Oh hmm, I did not know there actually was some logic implemented behind
SDL_Quit - I always though it was ignored, but apparently is not.


2014-04-08 8:48 GMT+03:00 <[email protected]>:


> Also, I'm curious if anyone has found a way to make C++ infinite main
> loops asynchronous that work across all even driven platforms? (eg.
> Emscripten, Flash, pNaCl, iOS, Android)
>

Sure, it should not be very hard, but it will naturally look different on
each platform, since the platform provides a platform-specific way to hook
into a render loop. A decent way to entrypoint into your own code is to
make your own tick() function that runs a single iteration of the
update+render loop. Then use whatever platform-specific way there is to
connect that tick() function to the system main loop. On Emscripten that is
emscripten_set_main_loop. On Flash it would be calling tick() from Stage3D
Context ENTER_FRAME event, something like
stageContext->addEventListener(flash::events::Event::ENTER_FRAME,
Function::_new(enterFrameHandler, NULL));
On iOS, you'll create a CADisplayLink object and call tick() from its
update function, see listing 4-1 "Creating and starting a display link" in

http://developer.apple.com/library/ios/#documentation/3DDrawing/Conceptual/OpenGLES_ProgrammingGuide/WorkingwithEAGLContexts/WorkingwithEAGLContexts.html
On Android, if you're using NDK, you can create your own main thread that
spins the render loop (see e.g. the native_app_glue example in NDK) and
periodically calls tick().

In my setup, I do something slightly more complex, but effectively the
same. I further break down the tick() function:

void tick()
{
   float deltaTime = tick() - lastStoredTick;
   update(deltaTime);
   render();
}

and the basic functions that the application implements are those two:
update() advances the app simulation by the given amount of time, and
render() renders the current state of the simulation. The decoupling of
these two is because occasionally they don't go in lockstep.

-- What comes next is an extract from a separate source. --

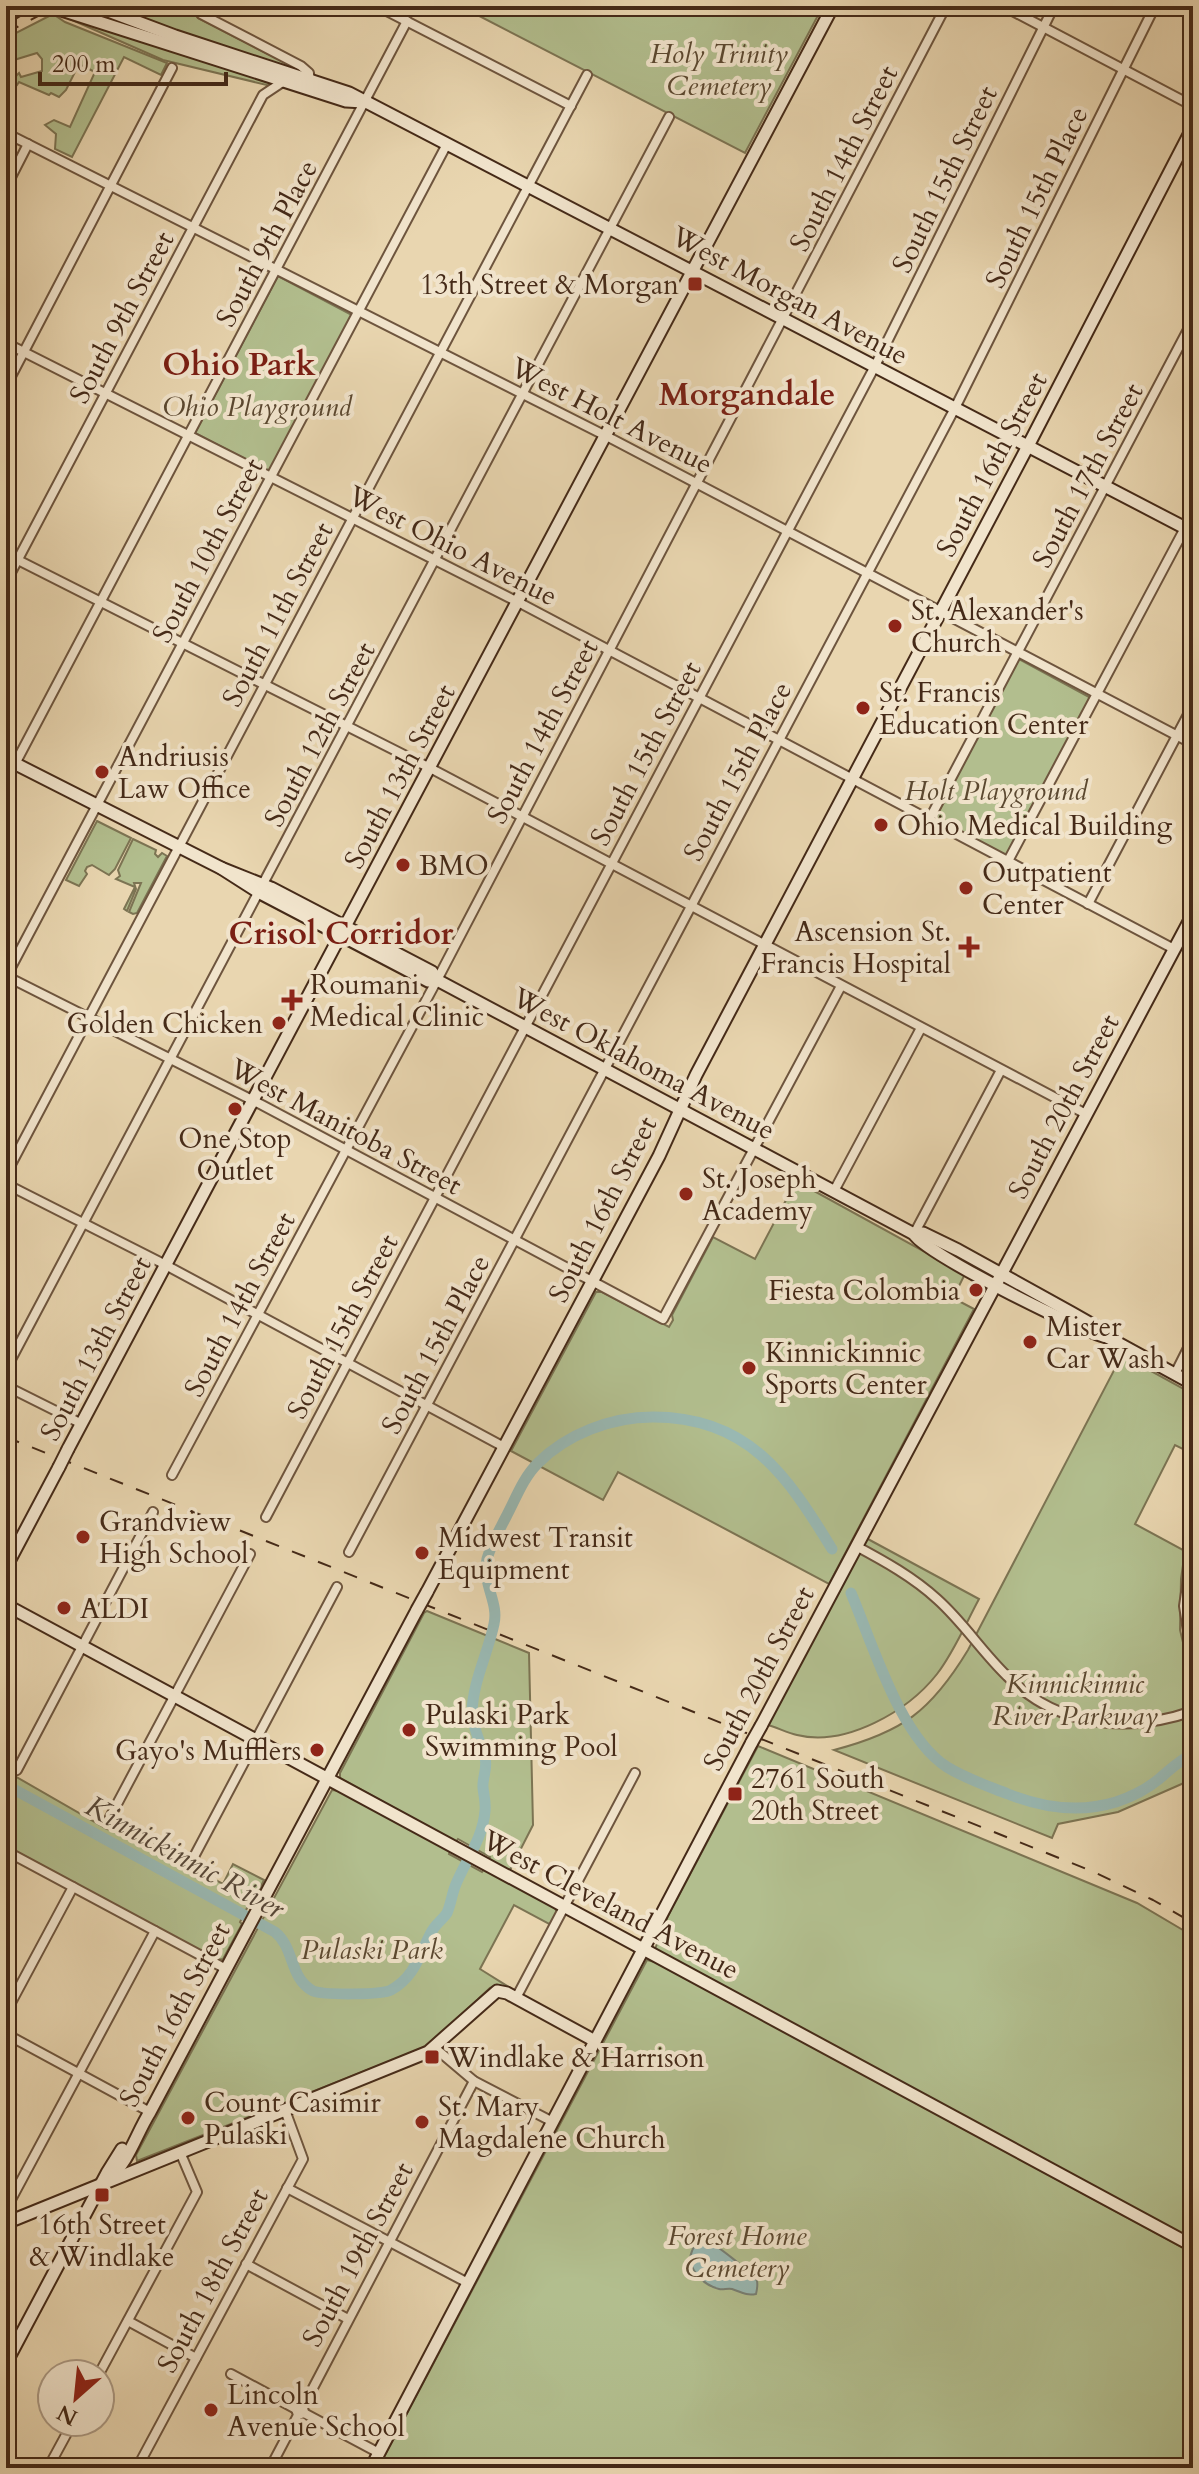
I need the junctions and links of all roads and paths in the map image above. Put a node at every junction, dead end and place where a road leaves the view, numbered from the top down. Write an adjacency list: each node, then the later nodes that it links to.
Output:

For example,
if the application is minimized and the screen is not visible, I may want
to update() but never render(), and on some platforms, I might want to
render() multiple times between a single update(), e.g. on Windows when you
have a windowed mode screen and drag from the corner of a window, you might
want to pause simulation for that duration and only repaint so that window
dragging is responsive and updates smoothly. Ymmv for these though.